Pasal 9
BAB 2 — PELAKSANAAN PENGAMANAN BMN
Pengamanan Hukum sebagaimana dimaksud dalam Pasal 4 huruf c untuk BMN berupa tanah dilakukan dengan cara: a. Kuasa Pengguna Barang segera mengajukan permohonan penerbitan sertipikat atas nama Pemerintah Republik INDONESIA cq. Kementerian Pekerjaan Umum dan Perumahan Rakyat sesuai dengan ketentuan peraturan perundang-undangan, untuk tanah yang belum bersertipikat namun telah didukung dengan dokumen perolehan; b.
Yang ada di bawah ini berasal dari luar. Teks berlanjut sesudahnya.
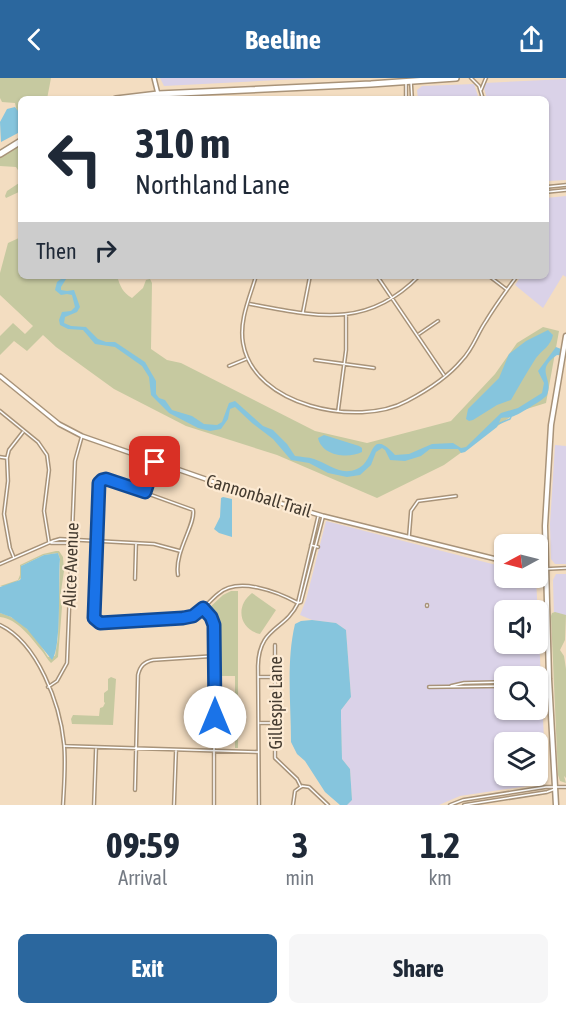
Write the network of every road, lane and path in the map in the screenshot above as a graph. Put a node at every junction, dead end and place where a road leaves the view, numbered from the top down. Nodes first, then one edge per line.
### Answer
1 (153, 78) edge
2 (456, 78) edge
3 (471, 78) edge
4 (486, 78) edge
5 (408, 80) edge
6 (481, 91) junction
7 (158, 94) junction
8 (141, 96) edge
9 (406, 96) edge
10 (411, 96) edge
11 (482, 96) edge
12 (18, 143) edge
13 (0, 154) edge
14 (566, 185) edge
15 (549, 187) edge
16 (566, 190) edge
17 (549, 192) edge
18 (254, 279) edge
19 (309, 279) edge
20 (379, 279) edge
21 (416, 279) edge
22 (493, 279) edge
23 (515, 279) edge
24 (507, 290) junction
25 (393, 299) junction
26 (248, 304) junction
27 (303, 313) junction
28 (345, 315) junction
29 (438, 321) dead end
30 (418, 334) junction
31 (566, 336) edge
32 (247, 358) junction
33 (315, 360) dead end
34 (345, 364) junction
35 (229, 366) dead end
36 (374, 368) dead end
37 (445, 375) junction
38 (0, 376) edge
39 (0, 411) edge
40 (338, 412) junction
41 (24, 430) junction
42 (82, 436) junction
43 (0, 457) edge
44 (7, 458) junction
45 (155, 462) junction
46 (145, 492) junction
47 (456, 496) dead end
48 (318, 514) junction
49 (323, 516) junction
50 (546, 534) edge
51 (408, 537) junction
52 (72, 541) junction
53 (96, 542) junction
54 (50, 543) junction
55 (136, 543) junction
56 (311, 545) junction
57 (318, 547) junction
58 (180, 551) junction
59 (494, 558) edge
60 (14, 559) junction
61 (0, 564) edge
62 (566, 568) edge
63 (548, 569) edge
64 (178, 575) dead end
65 (135, 579) dead end
66 (546, 588) edge
67 (298, 603) junction
68 (203, 608) junction
69 (0, 625) edge
70 (275, 645) dead end
71 (214, 656) junction
72 (258, 677) junction
73 (275, 677) junction
74 (549, 681) joint
75 (494, 682) edge
76 (450, 686) junction
77 (494, 686) edge
78 (48, 687) junction
79 (429, 687) dead end
80 (259, 723) junction
81 (275, 723) junction
82 (64, 746) junction
83 (96, 747) junction
84 (136, 749) junction
85 (176, 750) junction
86 (215, 751) junction
87 (259, 752) junction
88 (301, 787) junction
89 (555, 788) junction
90 (566, 788) edge
91 (135, 790) dead end
92 (63, 805) edge
93 (94, 805) edge
94 (174, 805) edge
95 (214, 805) edge
96 (259, 805) edge
97 (293, 805) edge
98 (328, 805) edge
99 (450, 805) edge
100 (464, 805) edge
101 (556, 805) edge

1 - 7 main road
2 - 5 highway
3 - 6 street
4 - 6 street
5 - 7 highway
5 - 9 street
5 - 10 street
6 - 11 street
7 - 8 highway
12 - 13 highway
14 - 15 street
16 - 17 street
18 - 26 street
19 - 27 street
20 - 25 street
21 - 25 street
22 - 24 street
23 - 24 street
24 - 37 street
25 - 28 street
25 - 30 street
26 - 27 street
26 - 32 street
27 - 28 street
28 - 34 street
29 - 30 street
30 - 37 street
31 - 50 main road
32 - 35 street
32 - 40 street
33 - 34 street
34 - 36 street
34 - 40 street
37 - 40 street
38 - 42 main road, Cannonball Trail
39 - 41 street
41 - 44 street
41 - 54 street
42 - 45 main road, Cannonball Trail
42 - 52 street, Alice Avenue
43 - 44 street
44 - 60 street
45 - 46 street
45 - 48 main road, Cannonball Trail
46 - 53 street
46 - 58 street
47 - 51 street
48 - 49 main road, Cannonball Trail
48 - 56 street
49 - 51 main road, Cannonball Trail
49 - 57 street
51 - 59 main road, Cannonball Trail
52 - 53 street
52 - 54 street
52 - 78 street, Alice Avenue
53 - 55 street
53 - 68 street
54 - 60 street
55 - 58 street
55 - 65 street
56 - 57 street
56 - 67 street
57 - 67 street
58 - 64 street
60 - 61 street
62 - 63 street
66 - 74 main road
67 - 68 street
67 - 72 street
68 - 71 street
69 - 78 street
70 - 73 street, Gillespie Lane
71 - 84 street
71 - 86 street
72 - 73 street
72 - 80 street
73 - 81 street, Gillespie Lane
74 - 89 main road
75 - 76 street
76 - 77 street
76 - 79 street
78 - 82 street
80 - 81 street
80 - 87 street
81 - 88 street, Gillespie Lane
82 - 83 street
82 - 92 street
83 - 84 street
83 - 93 street
84 - 85 street
84 - 91 street
85 - 86 street
85 - 94 street
86 - 87 street
86 - 95 street
87 - 96 street
88 - 97 street
88 - 98 street, Gillespie Lane
89 - 90 street
89 - 99 street
89 - 100 street
89 - 101 main road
Kuasa Pengguna Barang mengupayakan untuk memperoleh dokumen sebagai dasar pemrosesan sertipikat, untuk tanah belum bersertipikat dan belum didukung dengan dokumen perolehan; dan c. Pengguna Barang dan/atau Kuasa Pengguna Barang segera mengajukan permohonan perubahan nama sertipikat hak atas tanah menjadi atas nama Pemerintah Republik INDONESIA cq. Kementerian Pekerjaan Umum dan Perumahan Rakyat, untuk tanah sudah bersertipikat namun belum atas nama Pemerintah Republik INDONESIA cq. Kementerian Pekerjaan Umum dan Perumahan Rakyat.